Song by Brian Eno

from the album Taking Tiger Mountain (By Strategy)
- Released: November 1974
- Recorded: September 1974
- Studio: Basing Street Studios, London
- Genre: Art rock; proto-punk;
- Length: 4:48
- Label: Island Records
- Songwriters: Brian Eno, Brian Turrington
- Producer: Brian Eno

= Third Uncle =

Song by Brian Eno

"Third Uncle" is a 1974 song by the English musician Brian Eno, released on his second solo album Taking Tiger Mountain (By Strategy). The song was recorded at Basing Street Studios in Notting Hill, London, in September 1974, and produced by Eno. It has been highly influential and covered by many artists, most notably by Bauhaus in 1982.

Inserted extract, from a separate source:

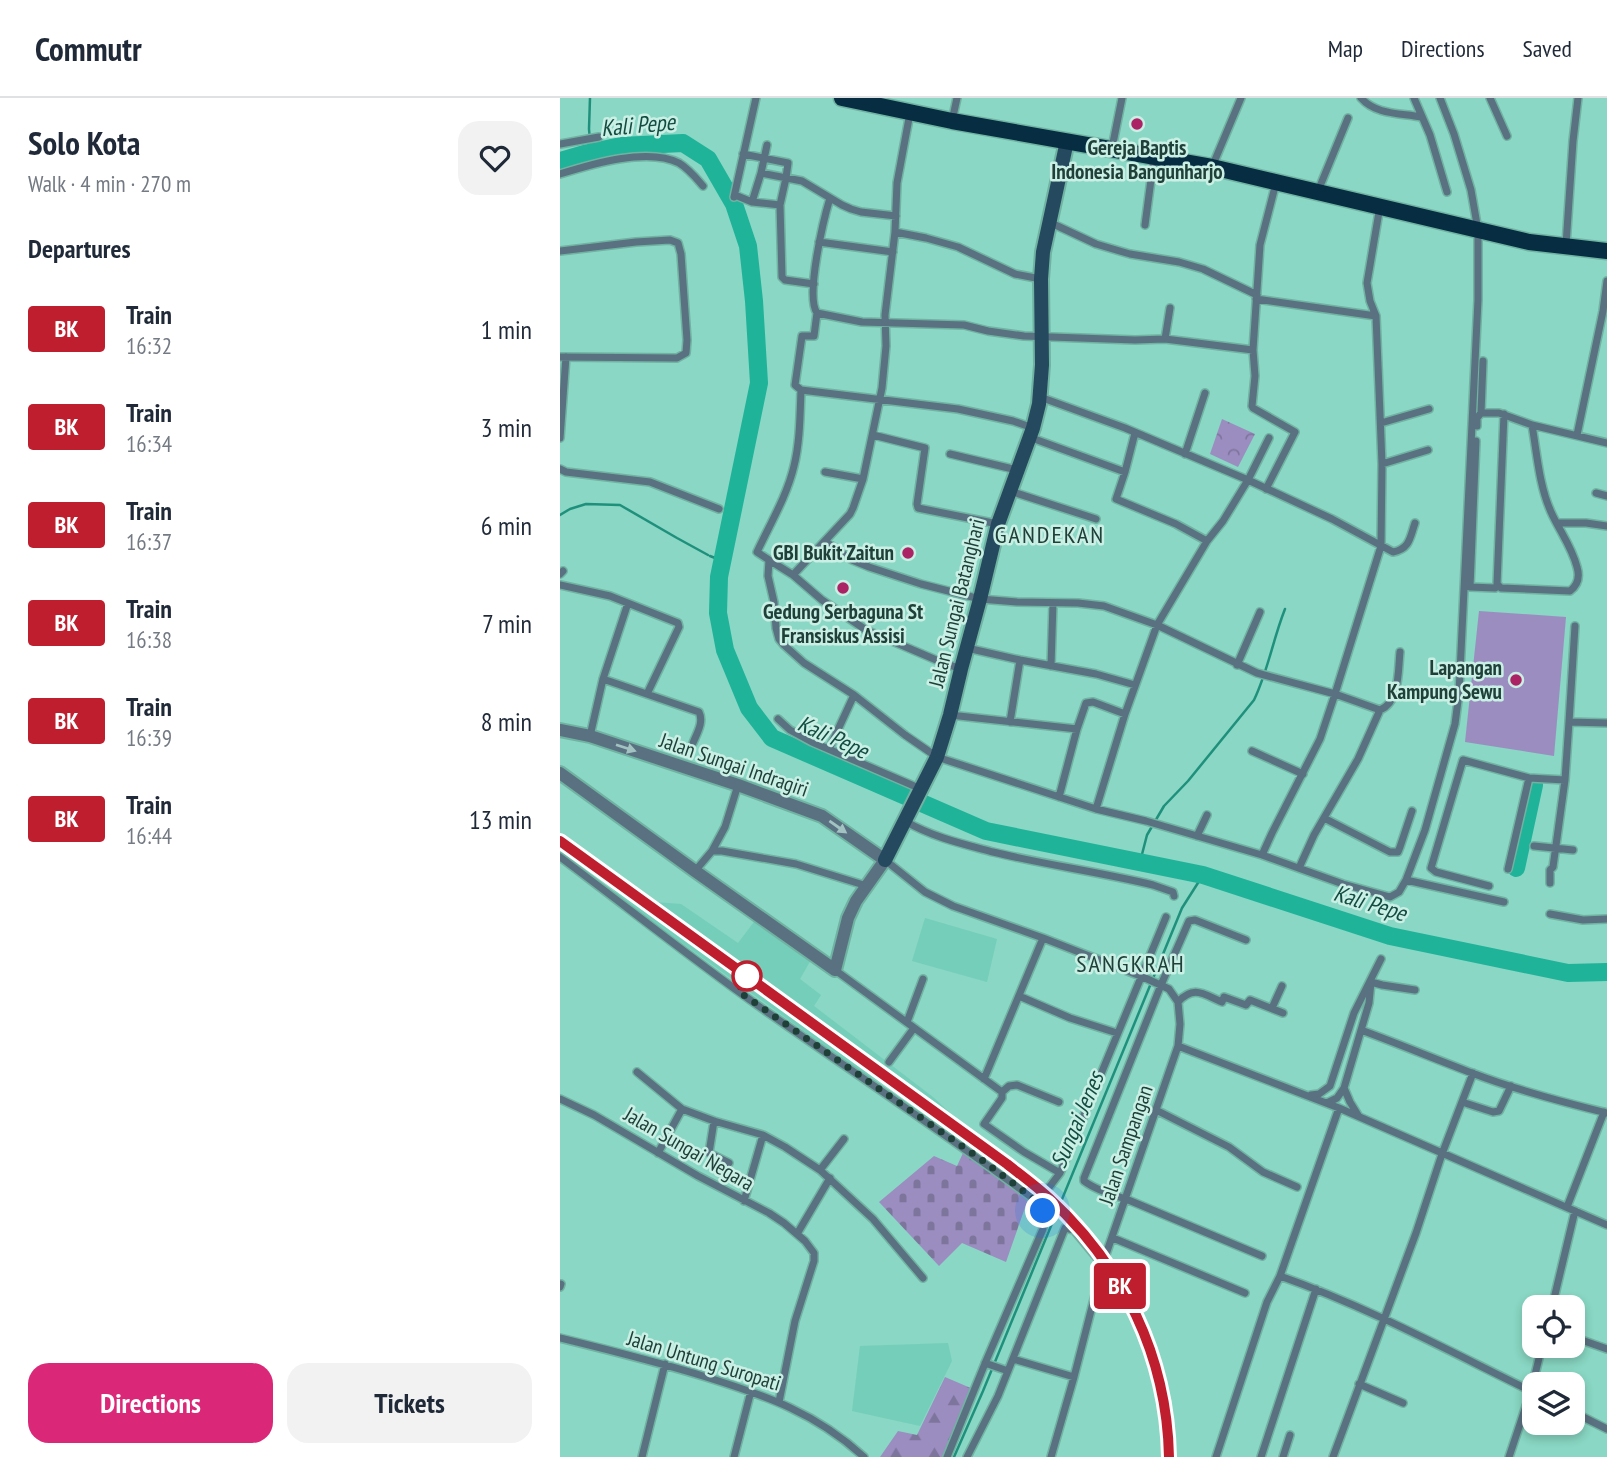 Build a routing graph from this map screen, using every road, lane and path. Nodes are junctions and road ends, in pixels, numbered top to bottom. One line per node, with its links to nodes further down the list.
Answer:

The song is based around a bass guitar riff by Brian Turrington, which borrows from Pink Floyd's "One of These Days" in its use of delay. Behind this are two rhythm guitar parts, one by Eno and one by his former Roxy Music bandmate Phil Manzanera, each playing frenetic, staccato chords. Eno's vocals are sung in a near-monotone.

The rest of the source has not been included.